I expect that could consume some time, even if you PM them some interview question and waiting for their answer.
Yes. Doing such will create some valuable contents too. Already there is an interview topic on the reputation board or meta if I am not wrong. OP can find it and collaborate with the creator in the Interview topic.

@Ziskinberg


Title: Re: If You Became a Campaign Manager, How Would You Make a Difference?
Post by: Ziskinberg on September 22, 2024, 11:39:58 AM
You can interview campaign managers so that you get knowledge of their experience. It's obviously a skill and they learned it thought work, study and personal development.

I expect that could consume some time, even if you PM them some interview question and waiting for their answer.
Yes. Doing such will create some valuable contents too. Already there is an interview topic on the reputation board or meta if I am not wrong. OP can find it and collaborate with the creator in the Interview topic.

@Ziskinberg

I’m not sure what to ask the campaign managers. I’ve been following them on the forum, and I can see how professional they are with their work. Plus, I don’t want to take up their time, as they’re probably busy managing their campaigns and looking for new clients.

About the reputation thread you are referring, been there recently and I'm currently the last person that have posted my reply their.
https://bitcointalk.org/index.php?topic=5262967.msg64549642#msg64549642


Title: Re: If You Became a Campaign Manager, How Would You Make a Difference?
Post by: BitcoinGirl.Club on September 22, 2024, 01:47:05 PM
I’m not sure what to ask the campaign managers. I’ve been following them on the forum, and I can see how professional they are with their work. Plus, I don’t want to take up their time, as they’re probably busy managing their campaigns and looking for new clients.
When there is a will there is a way. If the managers like your arrangement and think it can help others then I don't think there will be a problem but you will need to convince them first to give you their time. Nothing is free in this world my brother.


Title: Re: If You Became a Campaign Manager, How Would You Make a Difference?
Post by: Ziskinberg on September 22, 2024, 02:25:05 PM
I’m not sure what to ask the campaign managers. I’ve been following them on the forum, and I can see how professional they are with their work.
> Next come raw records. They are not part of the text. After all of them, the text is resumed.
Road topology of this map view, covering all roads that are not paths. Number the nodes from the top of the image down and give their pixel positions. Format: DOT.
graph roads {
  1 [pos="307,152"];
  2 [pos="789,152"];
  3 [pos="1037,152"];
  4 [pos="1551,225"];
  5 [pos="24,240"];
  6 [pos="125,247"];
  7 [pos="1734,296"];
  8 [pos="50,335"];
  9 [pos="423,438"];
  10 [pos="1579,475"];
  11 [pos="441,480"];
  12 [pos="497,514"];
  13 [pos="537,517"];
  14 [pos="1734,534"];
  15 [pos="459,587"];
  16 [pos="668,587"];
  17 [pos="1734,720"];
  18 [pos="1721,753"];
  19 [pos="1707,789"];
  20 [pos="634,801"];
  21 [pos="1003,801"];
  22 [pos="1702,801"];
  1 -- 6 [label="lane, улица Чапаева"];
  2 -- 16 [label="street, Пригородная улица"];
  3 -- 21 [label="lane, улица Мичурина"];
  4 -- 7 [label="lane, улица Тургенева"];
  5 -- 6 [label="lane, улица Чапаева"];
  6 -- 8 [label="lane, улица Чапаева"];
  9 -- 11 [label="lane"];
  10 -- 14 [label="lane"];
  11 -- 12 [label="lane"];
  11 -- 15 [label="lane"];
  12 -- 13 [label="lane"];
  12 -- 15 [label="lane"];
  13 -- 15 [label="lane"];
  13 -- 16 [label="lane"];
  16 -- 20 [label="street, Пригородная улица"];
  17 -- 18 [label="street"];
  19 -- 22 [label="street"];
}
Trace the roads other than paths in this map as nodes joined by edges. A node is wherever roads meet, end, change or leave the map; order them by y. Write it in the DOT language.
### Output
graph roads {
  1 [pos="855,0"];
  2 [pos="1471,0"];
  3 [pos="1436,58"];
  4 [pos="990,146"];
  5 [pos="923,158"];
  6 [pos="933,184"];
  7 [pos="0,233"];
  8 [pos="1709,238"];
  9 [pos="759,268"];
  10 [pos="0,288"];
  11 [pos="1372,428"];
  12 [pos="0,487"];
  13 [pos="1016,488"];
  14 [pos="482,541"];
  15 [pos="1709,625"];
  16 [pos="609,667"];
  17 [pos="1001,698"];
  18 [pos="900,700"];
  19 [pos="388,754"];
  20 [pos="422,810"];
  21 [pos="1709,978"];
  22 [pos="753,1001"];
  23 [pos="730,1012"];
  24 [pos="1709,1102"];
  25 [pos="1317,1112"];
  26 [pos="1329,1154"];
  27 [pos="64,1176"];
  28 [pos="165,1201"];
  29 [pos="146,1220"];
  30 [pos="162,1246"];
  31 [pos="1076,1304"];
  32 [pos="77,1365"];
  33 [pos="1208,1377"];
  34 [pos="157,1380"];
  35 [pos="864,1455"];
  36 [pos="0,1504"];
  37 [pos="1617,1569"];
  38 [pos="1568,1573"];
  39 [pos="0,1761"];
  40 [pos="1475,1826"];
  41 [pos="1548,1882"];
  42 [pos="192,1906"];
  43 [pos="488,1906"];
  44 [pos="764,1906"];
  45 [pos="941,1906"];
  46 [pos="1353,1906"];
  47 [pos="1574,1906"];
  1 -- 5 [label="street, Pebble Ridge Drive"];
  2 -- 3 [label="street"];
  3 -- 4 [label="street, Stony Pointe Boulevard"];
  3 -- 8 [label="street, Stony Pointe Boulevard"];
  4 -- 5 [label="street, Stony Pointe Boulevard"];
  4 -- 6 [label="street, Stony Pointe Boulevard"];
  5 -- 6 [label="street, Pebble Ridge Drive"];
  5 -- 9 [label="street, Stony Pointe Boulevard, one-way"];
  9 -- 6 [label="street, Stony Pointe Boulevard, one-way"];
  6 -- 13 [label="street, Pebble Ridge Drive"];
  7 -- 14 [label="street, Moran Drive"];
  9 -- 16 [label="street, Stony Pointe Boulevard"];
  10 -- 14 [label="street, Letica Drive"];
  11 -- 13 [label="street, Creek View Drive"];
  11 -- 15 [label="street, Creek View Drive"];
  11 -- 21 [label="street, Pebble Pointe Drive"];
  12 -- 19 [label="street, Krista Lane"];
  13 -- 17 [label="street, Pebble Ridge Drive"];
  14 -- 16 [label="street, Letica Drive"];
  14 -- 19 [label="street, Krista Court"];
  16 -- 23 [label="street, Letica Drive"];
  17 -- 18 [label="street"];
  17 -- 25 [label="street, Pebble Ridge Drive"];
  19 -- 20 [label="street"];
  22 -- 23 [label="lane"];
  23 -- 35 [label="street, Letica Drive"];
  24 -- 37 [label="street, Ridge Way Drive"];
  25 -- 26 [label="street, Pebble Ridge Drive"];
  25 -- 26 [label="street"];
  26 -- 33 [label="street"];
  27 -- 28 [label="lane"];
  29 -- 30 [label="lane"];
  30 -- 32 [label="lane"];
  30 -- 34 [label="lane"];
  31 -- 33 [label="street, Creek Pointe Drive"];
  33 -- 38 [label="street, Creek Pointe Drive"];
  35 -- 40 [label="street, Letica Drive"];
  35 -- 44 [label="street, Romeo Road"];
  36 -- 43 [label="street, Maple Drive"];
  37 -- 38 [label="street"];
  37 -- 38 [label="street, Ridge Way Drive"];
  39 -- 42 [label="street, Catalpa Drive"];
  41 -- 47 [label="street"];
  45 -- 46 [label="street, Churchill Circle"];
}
Plus, I don’t want to take up their time, as they’re probably busy managing their campaigns and looking for new clients.
When there is a will there is a way. If the managers like your arrangement and think it can help others then I don't think there will be a problem but you will need to convince them first to give you their time. Nothing is free in this world my brother.
Thanks for bringing this up, but I don't think I'm the right person to do it since I haven't gained much reputation yet on the forum. But honestly, this is a great idea. I just feel like I'm not the right guy for this. Maybe one of the more well-known forum members could take it on. If you have time, sir, I’d prefer if you could do it instead. I’ll just stick interviewing the being a 'wannabe' campaign managers here.;D


Title: Re: If You Became a Campaign Manager, How Would You Make a Difference?
Post by: Bitcoin Smith on September 23, 2024, 07:40:13 PM
I’m not sure what to ask the campaign managers. I’ve been following them on the forum, and I can see how professional they are with their work. Plus, I don’t want to take up their time, as they’re probably busy managing their campaigns and looking for new clients.
When there is a will there is a way. If the managers like your arrangement and think it can help others then I don't think there will be a problem but you will need to convince them first to give you their time. Nothing is free in this world my brother.

There are not many campaign managers there and I don't think they really want to help others to become one because the one who they will be helping is going to be their competitor too. :D

For the starters if OP is interested then he can PM and let them know about this thread first and let's see what's their opinions and if they still wanna go with interview like some questions then it would be possible.